Zinc-Directed Coordination Network Hydrogels for A20-Mediated Inflammation Modulation and Enhanced Axonal Regeneration in Spinal Cord Injury

Abstract

Remodeling the adaptive microenvironment with biomaterials presents a promising avenue for addressing chronic inflammation that contributes to spinal cord injury (SCI) repair. Hydrogels have been widely employed to enhance tissue regeneration following SCI. Additionally, zinc (Zn) ions are effective in immune modulation for the central nervous system. However, significant challenges remain in preparing hydrogels combining bioactive Zn²⁺ with biological functionality for traumatic SCI repair.

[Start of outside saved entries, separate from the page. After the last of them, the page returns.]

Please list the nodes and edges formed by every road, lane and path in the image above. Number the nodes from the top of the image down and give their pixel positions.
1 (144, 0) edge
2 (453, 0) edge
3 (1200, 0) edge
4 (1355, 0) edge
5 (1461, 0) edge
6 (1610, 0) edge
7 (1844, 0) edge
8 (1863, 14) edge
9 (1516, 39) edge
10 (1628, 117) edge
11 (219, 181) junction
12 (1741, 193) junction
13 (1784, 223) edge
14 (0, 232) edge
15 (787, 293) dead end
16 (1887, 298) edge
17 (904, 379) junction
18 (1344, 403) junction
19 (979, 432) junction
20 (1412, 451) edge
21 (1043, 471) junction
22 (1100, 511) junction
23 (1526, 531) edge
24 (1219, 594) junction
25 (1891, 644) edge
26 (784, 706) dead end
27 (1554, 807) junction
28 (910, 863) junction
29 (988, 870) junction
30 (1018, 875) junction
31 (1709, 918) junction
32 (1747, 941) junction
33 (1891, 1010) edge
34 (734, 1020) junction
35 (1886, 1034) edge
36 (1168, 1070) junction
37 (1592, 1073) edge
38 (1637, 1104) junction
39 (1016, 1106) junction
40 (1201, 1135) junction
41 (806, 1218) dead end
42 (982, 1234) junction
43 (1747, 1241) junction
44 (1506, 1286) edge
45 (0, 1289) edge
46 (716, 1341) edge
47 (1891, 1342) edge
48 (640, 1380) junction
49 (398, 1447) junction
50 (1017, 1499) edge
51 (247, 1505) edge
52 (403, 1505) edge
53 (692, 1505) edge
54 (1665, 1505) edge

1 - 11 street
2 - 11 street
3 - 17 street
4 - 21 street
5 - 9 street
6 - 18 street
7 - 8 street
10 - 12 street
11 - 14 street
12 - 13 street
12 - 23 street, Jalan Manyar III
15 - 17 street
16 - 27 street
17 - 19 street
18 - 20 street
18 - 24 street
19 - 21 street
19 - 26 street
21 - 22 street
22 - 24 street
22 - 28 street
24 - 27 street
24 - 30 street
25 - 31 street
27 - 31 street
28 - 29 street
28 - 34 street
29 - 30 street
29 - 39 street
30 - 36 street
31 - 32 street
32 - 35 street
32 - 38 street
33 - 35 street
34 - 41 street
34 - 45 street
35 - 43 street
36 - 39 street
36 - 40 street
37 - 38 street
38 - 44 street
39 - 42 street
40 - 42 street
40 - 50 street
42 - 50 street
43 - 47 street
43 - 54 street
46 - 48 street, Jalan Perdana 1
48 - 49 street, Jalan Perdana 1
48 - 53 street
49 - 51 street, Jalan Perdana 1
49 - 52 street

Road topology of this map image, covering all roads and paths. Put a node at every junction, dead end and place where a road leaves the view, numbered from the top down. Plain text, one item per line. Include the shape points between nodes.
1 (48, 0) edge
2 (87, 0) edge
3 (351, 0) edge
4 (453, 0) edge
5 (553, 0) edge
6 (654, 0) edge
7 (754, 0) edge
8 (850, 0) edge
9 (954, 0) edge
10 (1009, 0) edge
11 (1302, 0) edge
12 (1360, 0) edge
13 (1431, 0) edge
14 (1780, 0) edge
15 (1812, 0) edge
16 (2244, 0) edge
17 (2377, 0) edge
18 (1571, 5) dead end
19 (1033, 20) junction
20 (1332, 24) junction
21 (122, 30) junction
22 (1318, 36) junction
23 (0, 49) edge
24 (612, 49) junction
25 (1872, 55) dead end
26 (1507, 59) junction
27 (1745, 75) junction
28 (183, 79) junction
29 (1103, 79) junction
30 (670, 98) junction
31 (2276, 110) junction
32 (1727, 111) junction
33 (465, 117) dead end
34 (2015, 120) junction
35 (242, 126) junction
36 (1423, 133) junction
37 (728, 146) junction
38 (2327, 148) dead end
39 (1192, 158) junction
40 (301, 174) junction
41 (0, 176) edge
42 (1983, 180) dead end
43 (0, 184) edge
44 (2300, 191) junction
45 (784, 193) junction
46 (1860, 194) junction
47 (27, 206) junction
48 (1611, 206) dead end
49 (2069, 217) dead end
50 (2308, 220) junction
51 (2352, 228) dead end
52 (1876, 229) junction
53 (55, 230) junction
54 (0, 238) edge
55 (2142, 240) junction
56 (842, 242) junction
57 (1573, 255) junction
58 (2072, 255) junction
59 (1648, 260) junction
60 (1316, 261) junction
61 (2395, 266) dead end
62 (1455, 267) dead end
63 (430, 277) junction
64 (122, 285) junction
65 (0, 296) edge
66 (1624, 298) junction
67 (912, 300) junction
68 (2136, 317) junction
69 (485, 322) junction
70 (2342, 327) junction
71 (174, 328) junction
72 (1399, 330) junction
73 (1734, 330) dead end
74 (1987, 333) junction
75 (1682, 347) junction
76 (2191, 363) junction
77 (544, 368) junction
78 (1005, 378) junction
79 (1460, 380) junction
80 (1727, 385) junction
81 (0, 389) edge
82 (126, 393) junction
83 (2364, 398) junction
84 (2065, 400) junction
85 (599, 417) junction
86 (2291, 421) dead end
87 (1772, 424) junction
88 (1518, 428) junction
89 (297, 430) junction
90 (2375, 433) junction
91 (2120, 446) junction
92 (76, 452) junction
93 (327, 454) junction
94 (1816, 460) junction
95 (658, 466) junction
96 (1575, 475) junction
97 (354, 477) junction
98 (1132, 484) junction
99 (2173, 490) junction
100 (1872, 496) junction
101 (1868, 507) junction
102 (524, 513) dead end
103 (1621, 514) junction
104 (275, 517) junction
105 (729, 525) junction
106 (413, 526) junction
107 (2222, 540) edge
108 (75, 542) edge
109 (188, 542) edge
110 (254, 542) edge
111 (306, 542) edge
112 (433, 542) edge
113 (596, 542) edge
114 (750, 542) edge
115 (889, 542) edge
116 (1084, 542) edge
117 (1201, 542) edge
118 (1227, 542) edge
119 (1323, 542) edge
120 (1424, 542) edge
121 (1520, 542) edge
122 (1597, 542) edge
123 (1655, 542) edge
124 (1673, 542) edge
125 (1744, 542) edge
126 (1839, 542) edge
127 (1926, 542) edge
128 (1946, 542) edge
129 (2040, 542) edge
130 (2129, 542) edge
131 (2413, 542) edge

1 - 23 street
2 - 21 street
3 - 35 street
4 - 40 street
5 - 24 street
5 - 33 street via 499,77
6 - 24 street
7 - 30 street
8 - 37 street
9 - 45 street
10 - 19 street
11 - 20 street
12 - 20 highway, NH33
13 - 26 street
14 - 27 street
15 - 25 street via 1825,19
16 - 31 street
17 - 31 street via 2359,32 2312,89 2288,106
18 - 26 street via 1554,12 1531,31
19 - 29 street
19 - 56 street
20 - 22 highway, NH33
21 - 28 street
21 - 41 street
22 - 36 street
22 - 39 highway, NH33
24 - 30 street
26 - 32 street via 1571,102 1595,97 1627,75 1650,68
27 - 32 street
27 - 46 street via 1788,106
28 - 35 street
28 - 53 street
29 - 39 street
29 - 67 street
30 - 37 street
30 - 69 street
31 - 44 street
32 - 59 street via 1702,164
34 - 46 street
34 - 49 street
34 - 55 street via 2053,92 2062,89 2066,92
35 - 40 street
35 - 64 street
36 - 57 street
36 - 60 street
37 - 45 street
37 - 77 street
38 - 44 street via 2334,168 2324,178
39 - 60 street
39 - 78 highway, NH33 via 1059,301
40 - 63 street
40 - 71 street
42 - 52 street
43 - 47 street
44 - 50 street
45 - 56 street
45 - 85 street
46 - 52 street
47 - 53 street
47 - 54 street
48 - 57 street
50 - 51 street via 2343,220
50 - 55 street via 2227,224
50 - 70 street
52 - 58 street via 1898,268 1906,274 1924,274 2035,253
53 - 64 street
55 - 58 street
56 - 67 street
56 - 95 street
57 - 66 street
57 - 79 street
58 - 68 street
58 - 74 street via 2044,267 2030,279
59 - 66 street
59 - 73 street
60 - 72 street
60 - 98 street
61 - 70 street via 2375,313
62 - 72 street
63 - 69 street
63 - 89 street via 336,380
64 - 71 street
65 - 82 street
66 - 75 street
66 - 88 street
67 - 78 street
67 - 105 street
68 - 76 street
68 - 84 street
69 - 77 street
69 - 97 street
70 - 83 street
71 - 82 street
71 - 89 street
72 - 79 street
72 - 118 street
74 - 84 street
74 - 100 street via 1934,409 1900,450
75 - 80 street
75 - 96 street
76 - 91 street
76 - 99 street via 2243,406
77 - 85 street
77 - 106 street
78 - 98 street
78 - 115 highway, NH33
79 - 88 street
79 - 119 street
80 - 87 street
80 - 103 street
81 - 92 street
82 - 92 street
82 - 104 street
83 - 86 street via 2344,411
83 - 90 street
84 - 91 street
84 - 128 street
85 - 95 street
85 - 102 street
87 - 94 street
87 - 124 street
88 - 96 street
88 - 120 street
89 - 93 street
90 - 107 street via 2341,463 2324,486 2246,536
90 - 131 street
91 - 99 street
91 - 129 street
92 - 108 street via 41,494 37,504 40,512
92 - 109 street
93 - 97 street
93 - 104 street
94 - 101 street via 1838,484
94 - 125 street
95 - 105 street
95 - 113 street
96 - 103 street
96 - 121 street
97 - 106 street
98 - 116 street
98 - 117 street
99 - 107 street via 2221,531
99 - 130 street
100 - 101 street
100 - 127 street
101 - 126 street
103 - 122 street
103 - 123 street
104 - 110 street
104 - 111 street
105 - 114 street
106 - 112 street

In this study, a self-healing hydrogel composed of an alginate network based on dynamic Zn²⁺/bisphosphonate (BP) cross–linking, and a silk fibroin interpenetrating polymer network is reported. It is observed that the neurite outgrowth is promoted by Zn²⁺ and shows dependency on Zn²⁺ concentration. Moreover, the Zn²⁺-releasing hydrogel enhances neuronal axon growth and influences neural stem cell proliferation and differentiation. In addition, the hydrogel regulates microglial cell fate by upregulating the anti-inflammatory signaling molecule A20 through inhibition of the NF-κB pathway. Therefore, this hydrogel effectively improves immune response modulation while promoting neural regeneration and functional recovery, including motor, sensory, and bladder function in completely transected SCI. These results indicate the Zn²⁺/BP-based hydrogel holds the potential for traumatic SCI treatment.